__DIRECTIONS__
All of the entries must be reproduced exactly, with no images carried over.

__SUPPLIED ENTRIES__
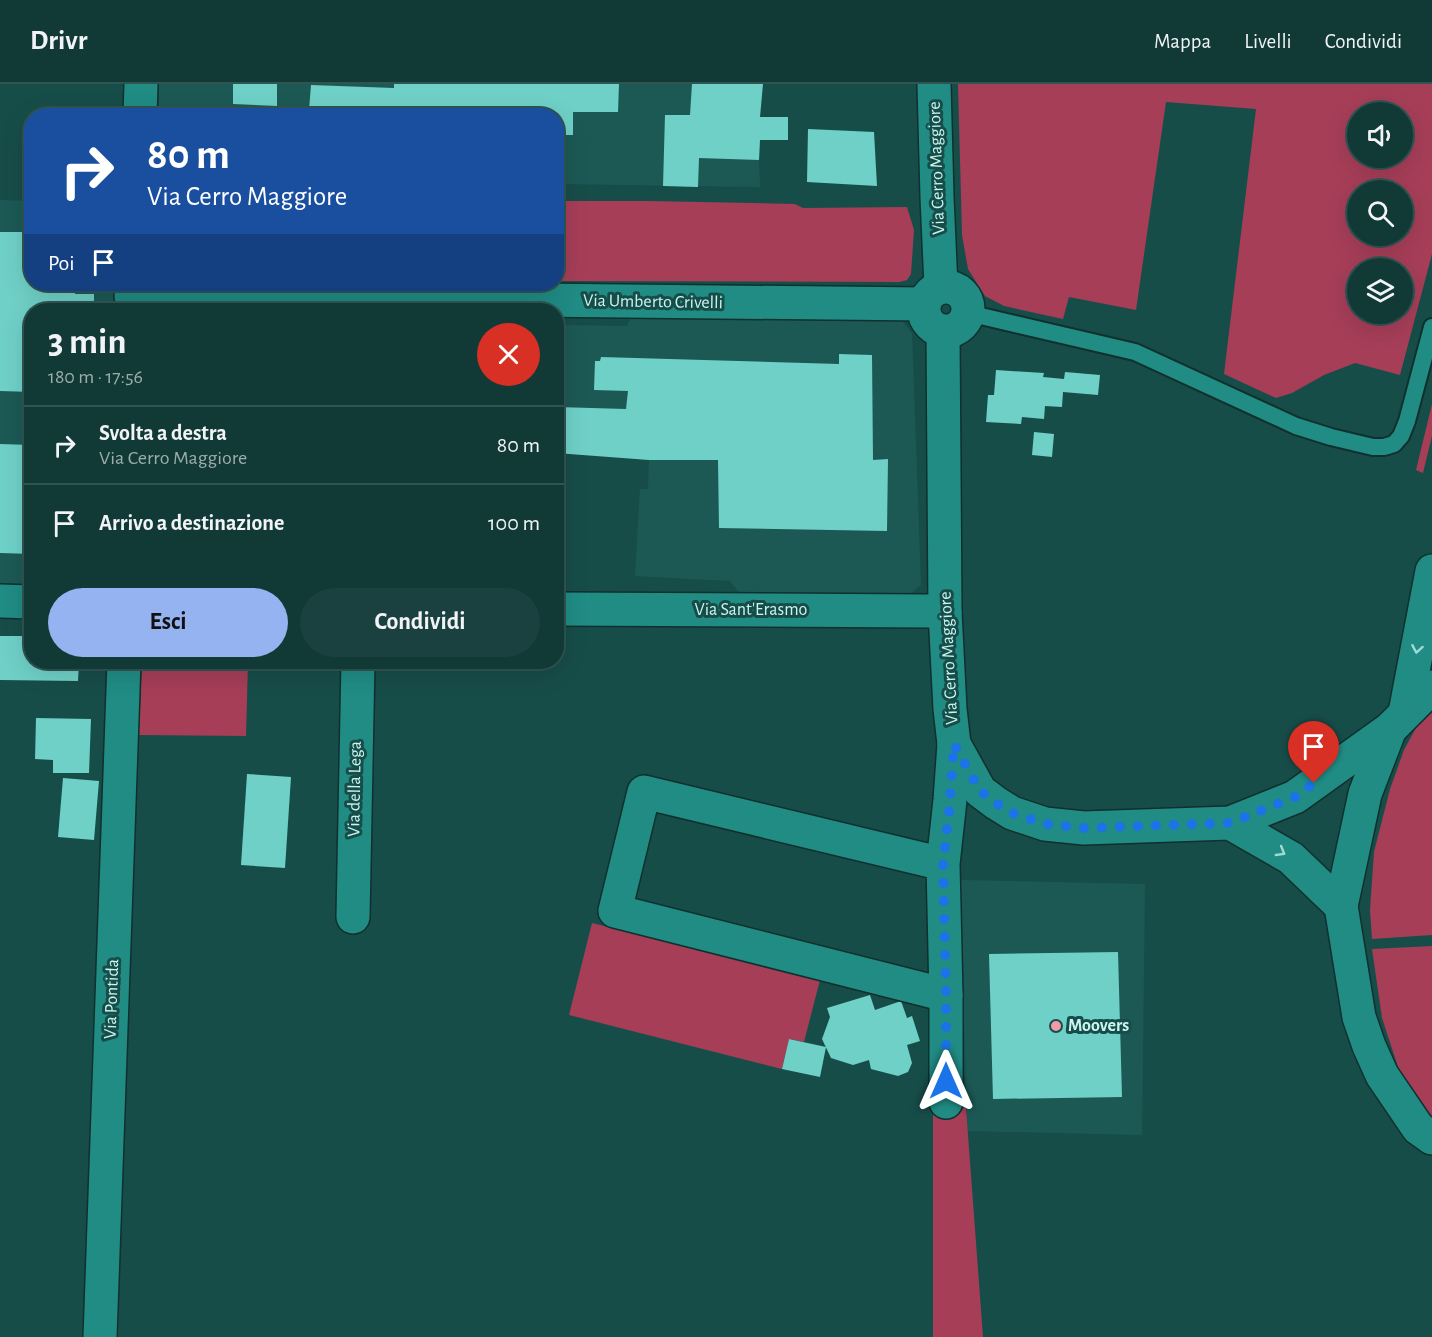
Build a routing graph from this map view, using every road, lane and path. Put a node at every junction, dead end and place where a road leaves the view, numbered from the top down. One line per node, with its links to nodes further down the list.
1 (141, 84): 3 (street)
2 (934, 84): 4 (street, Via Cerro Maggiore)
3 (140, 108)
4 (933, 296): 5 (street, Via Umberto Crivelli); 6 (street)
5 (131, 297)
6 (956, 323): 7 (lane); 12 (street, Via Cerro Maggiore)
7 (1432, 327)
8 (1432, 571): 16 (street, one-way to 16)
9 (0, 602): 10 (street)
10 (24, 602)
11 (564, 609): 12 (street, Via Sant'Erasmo)
12 (945, 612): 17 (street, Via Cerro Maggiore)
13 (124, 669): 26 (street, Via Pontida)
14 (358, 669): 21 (street, Via della Lega)
15 (1432, 687): 16 (street, Via Cerro Maggiore)
16 (1398, 721): 18 (street, Via Cerro Maggiore); 20 (street)
17 (954, 744): 18 (street, Via Cerro Maggiore); 19 (street)
18 (1230, 823): 20 (street, one-way to 20)
19 (943, 864): 22 (street); 22 (street)
20 (1342, 913): 24 (street)
21 (353, 917)
22 (946, 995): 23 (street)
23 (946, 1102)
24 (1425, 1133): 25 (street)
25 (1432, 1165)
26 (100, 1337)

__TASK SOLUTION__
Build a routing graph from this map view, using every road, lane and path. Put a node at every junction, dead end and place where a road leaves the view, numbered from the top down. One line per node, with its links to nodes further down the list.
1 (141, 84): 3 (street)
2 (934, 84): 4 (street, Via Cerro Maggiore)
3 (140, 108)
4 (933, 296): 5 (street, Via Umberto Crivelli); 6 (street)
5 (131, 297)
6 (956, 323): 7 (lane); 12 (street, Via Cerro Maggiore)
7 (1432, 327)
8 (1432, 571): 16 (street, one-way to 16)
9 (0, 602): 10 (street)
10 (24, 602)
11 (564, 609): 12 (street, Via Sant'Erasmo)
12 (945, 612): 17 (street, Via Cerro Maggiore)
13 (124, 669): 26 (street, Via Pontida)
14 (358, 669): 21 (street, Via della Lega)
15 (1432, 687): 16 (street, Via Cerro Maggiore)
16 (1398, 721): 18 (street, Via Cerro Maggiore); 20 (street)
17 (954, 744): 18 (street, Via Cerro Maggiore); 19 (street)
18 (1230, 823): 20 (street, one-way to 20)
19 (943, 864): 22 (street); 22 (street)
20 (1342, 913): 24 (street)
21 (353, 917)
22 (946, 995): 23 (street)
23 (946, 1102)
24 (1425, 1133): 25 (street)
25 (1432, 1165)
26 (100, 1337)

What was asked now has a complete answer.